Der Wagen vor ihm drosselte das Gas. Ach, du Schande: eine Autoschlange! Im Schneckentempo ging es weiter, Schritt für Schritt ... Fußgänger müßte man sein! Da wäre man in zwei Minuten da, ... bei dem alten Herrn mit Glatze, Marotten und 900 Angestellten ...
Knut trommelte mit den Fingern auf dem Lenker und verfolgte den Sekundenzeiger. In der Klemme ... Ausgerechnet vor der letzten Kurve ... Jeder Zentimeter wurde lang und länger. Drei vor zwölf. Man könnte es noch schaffen. Gleich nach der Kurve kamen schon die ersten Häuser mit dem Bungalow des alten Herrn.
Der Regen prasselte aufs Autodach. Verträumte Landwelt. Keiner überholte. Seit geraumer Zeit kam nichts entgegen. Nur die Warteschlange weit und breit ... Jetzt oder nie!
Knut scherte aus und gab Gas. Gleich kam die Kurve, und die Sicht zum Bungalow war frei. Mehrere Wagen in der Schlange drückten auf die Lichthupe. Idioten! Ach so: ein Laster! Einreihen, schnell!
Puh! Warum griffen bloß die Reifen nicht? ... Spiegelglatter Asphalt. Verflixtes Profil! ... Wozu Autos überhaupt ein Lenkrad hatten! Einen Steuerknüppel bräuchte man in diesem See ...
Wie war das mit dem Breitmaulfrosch: "Ich sehe keinen Laster, Laster, Laaaaa..."
Es quietschte. Der Capri schleuderte herum, tanzte Wiener Walzer und blieb mit einem Ruck im Straßengraben stehen.
Knut war hellwach und unverletzt. Er hatte dem Akrobaten-Kunststück seines Autos völlig unbeteiligt zugeschaut. Er fühlte sich wie außerhalb des Körpers. Unbeteiligt, still, besonnen. Beim letzten Ruck fühlte er sich plötzlich tief erleichtert. Die aufgestaute Spannung hatte sich gelöst, das Befürchtete war eingetroffen. Schlimmer konnte es nicht werden.

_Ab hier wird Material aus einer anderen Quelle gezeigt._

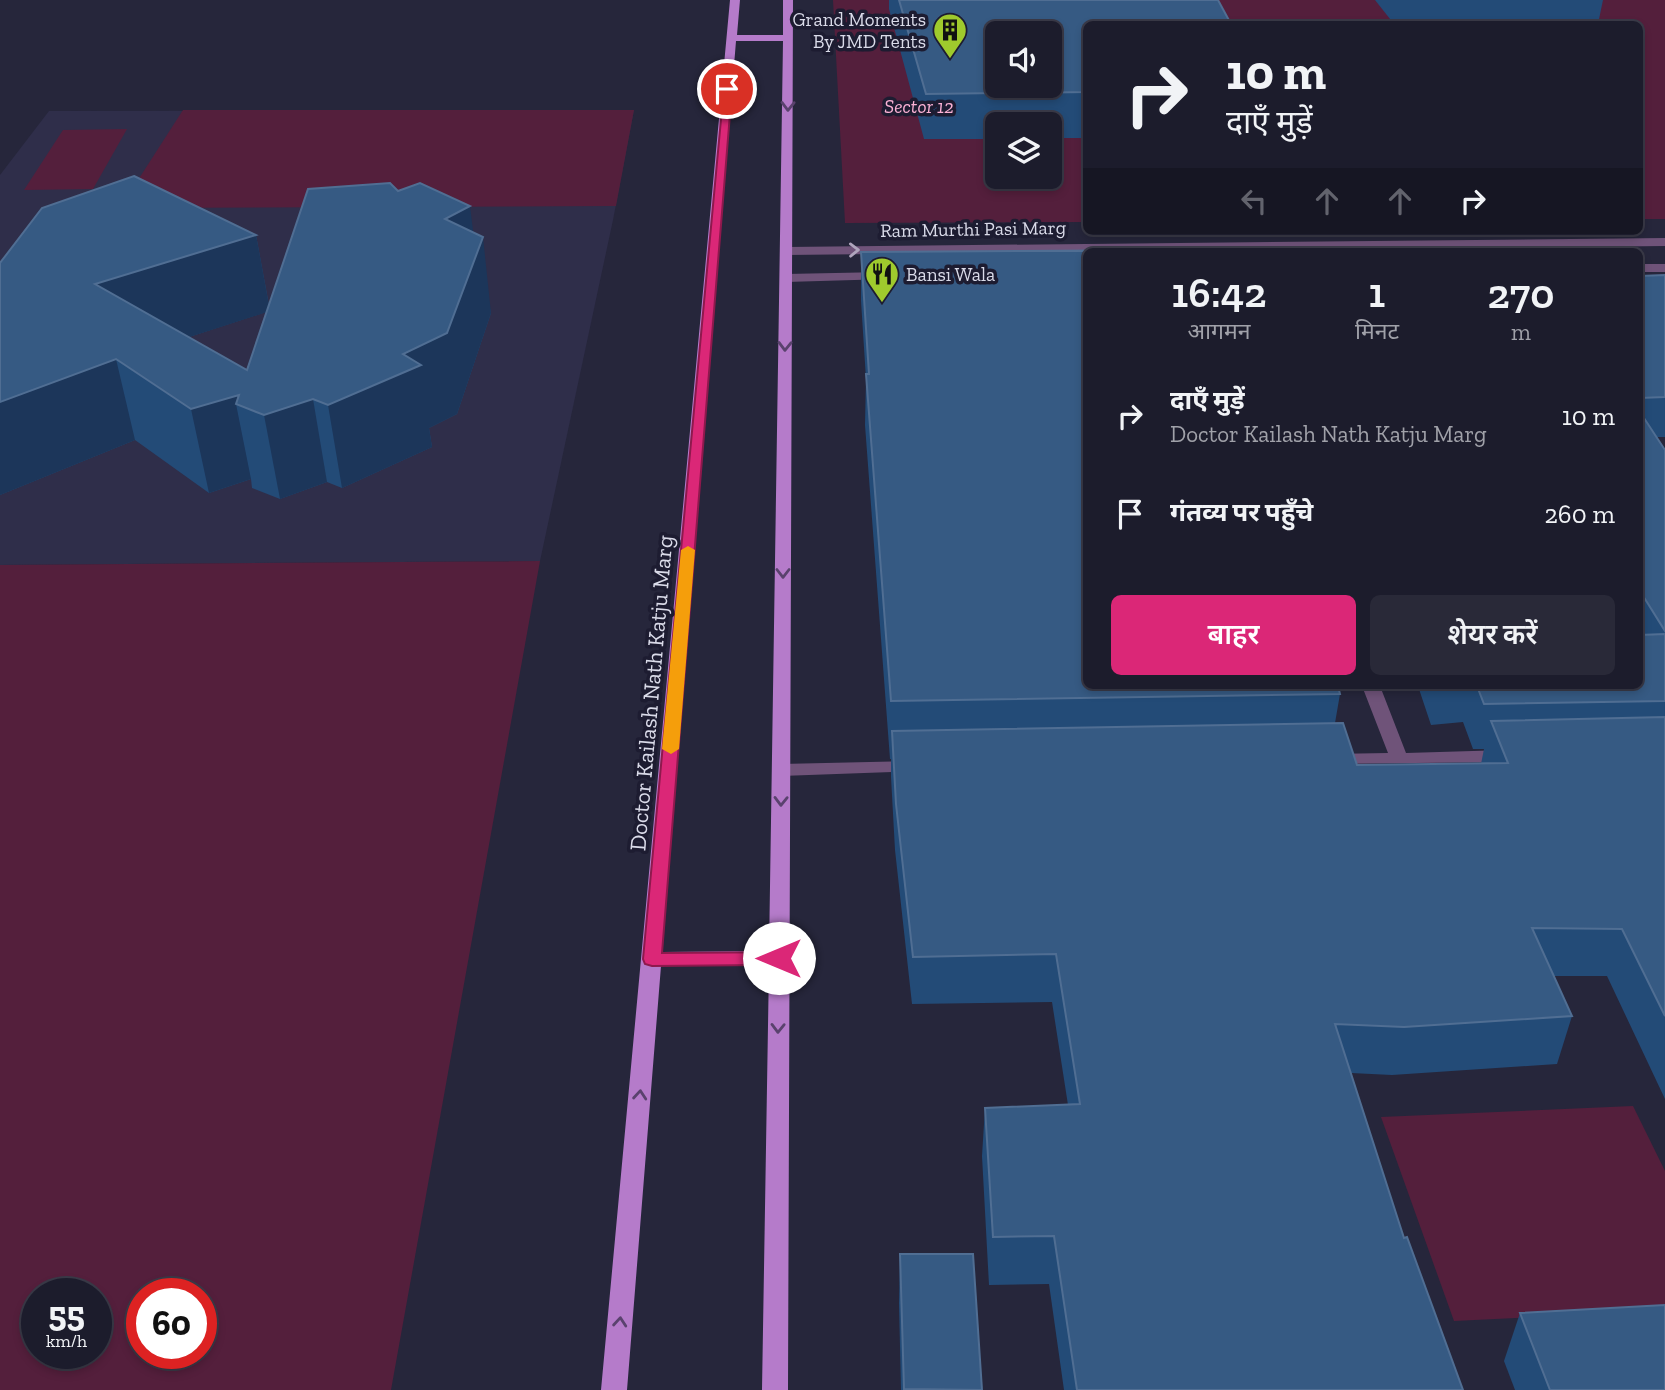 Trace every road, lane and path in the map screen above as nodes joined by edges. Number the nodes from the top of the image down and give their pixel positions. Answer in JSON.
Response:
{"nodes":[{"id":1,"x":735,"y":0,"type":"edge"},
{"id":2,"x":788,"y":0,"type":"edge"},
{"id":3,"x":731,"y":38,"type":"junction"},
{"id":4,"x":789,"y":38,"type":"junction"},
{"id":5,"x":1665,"y":242,"type":"edge"},
{"id":6,"x":786,"y":251,"type":"junction"},
{"id":7,"x":1643,"y":268,"type":"edge"},
{"id":8,"x":1665,"y":268,"type":"edge"},
{"id":9,"x":901,"y":276,"type":"edge"},
{"id":10,"x":786,"y":278,"type":"junction"},
{"id":11,"x":1372,"y":689,"type":"edge"},
{"id":12,"x":1531,"y":756,"type":"edge"},
{"id":13,"x":1399,"y":758,"type":"junction"},
{"id":14,"x":1318,"y":760,"type":"edge"},
{"id":15,"x":935,"y":767,"type":"edge"},
{"id":16,"x":781,"y":770,"type":"junction"},
{"id":17,"x":779,"y":958,"type":"junction"},
{"id":18,"x":652,"y":959,"type":"junction"},
{"id":19,"x":614,"y":1390,"type":"edge"},
{"id":20,"x":775,"y":1390,"type":"edge"}],
"edges":[{"from":1,"to":3,"type":"main road","name":"Doctor Kailash Nath Katju Marg"},
{"from":2,"to":4,"type":"main road"},
{"from":3,"to":4,"type":"main road"},
{"from":3,"to":18,"type":"main road","name":"Doctor Kailash Nath Katju Marg"},
{"from":4,"to":6,"type":"main road","one_way":true},
{"from":6,"to":5,"type":"street","name":"Ram Murthi Pasi Marg","one_way":true},
{"from":6,"to":10,"type":"main road"},
{"from":7,"to":8,"type":"street"},
{"from":9,"to":10,"type":"street"},
{"from":10,"to":16,"type":"main road","one_way":true},
{"from":11,"to":13,"type":"street"},
{"from":12,"to":13,"type":"street"},
{"from":13,"to":14,"type":"street"},
{"from":15,"to":16,"type":"street"},
{"from":16,"to":17,"type":"main road","one_way":true},
{"from":17,"to":18,"type":"main road"},
{"from":17,"to":20,"type":"main road","one_way":true},
{"from":19,"to":18,"type":"main road","name":"Doctor Kailash Nath Katju Marg","one_way":true}]}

Eine unverhoffte Heiterkeit ergriff ihn. Er begann, ein Lied zu pfeifen, zog sich den Schlips im Autospiegel zurecht, zog den Scheitel nach, löste den Sicherheitsgurt, nahm den Blumenstrauß und öffnete die Wagentür. Er stand dreißig Schritte vor dem Bungalow.
Da kam der alte Herr mit Maya schmunzelnd auf ihn zu: "Sie haben Glück gehabt, junger Freund. Sie hätten zwar vor dem Haus parken können ... Aber immerhin: pünktlich auf die Sekunde!"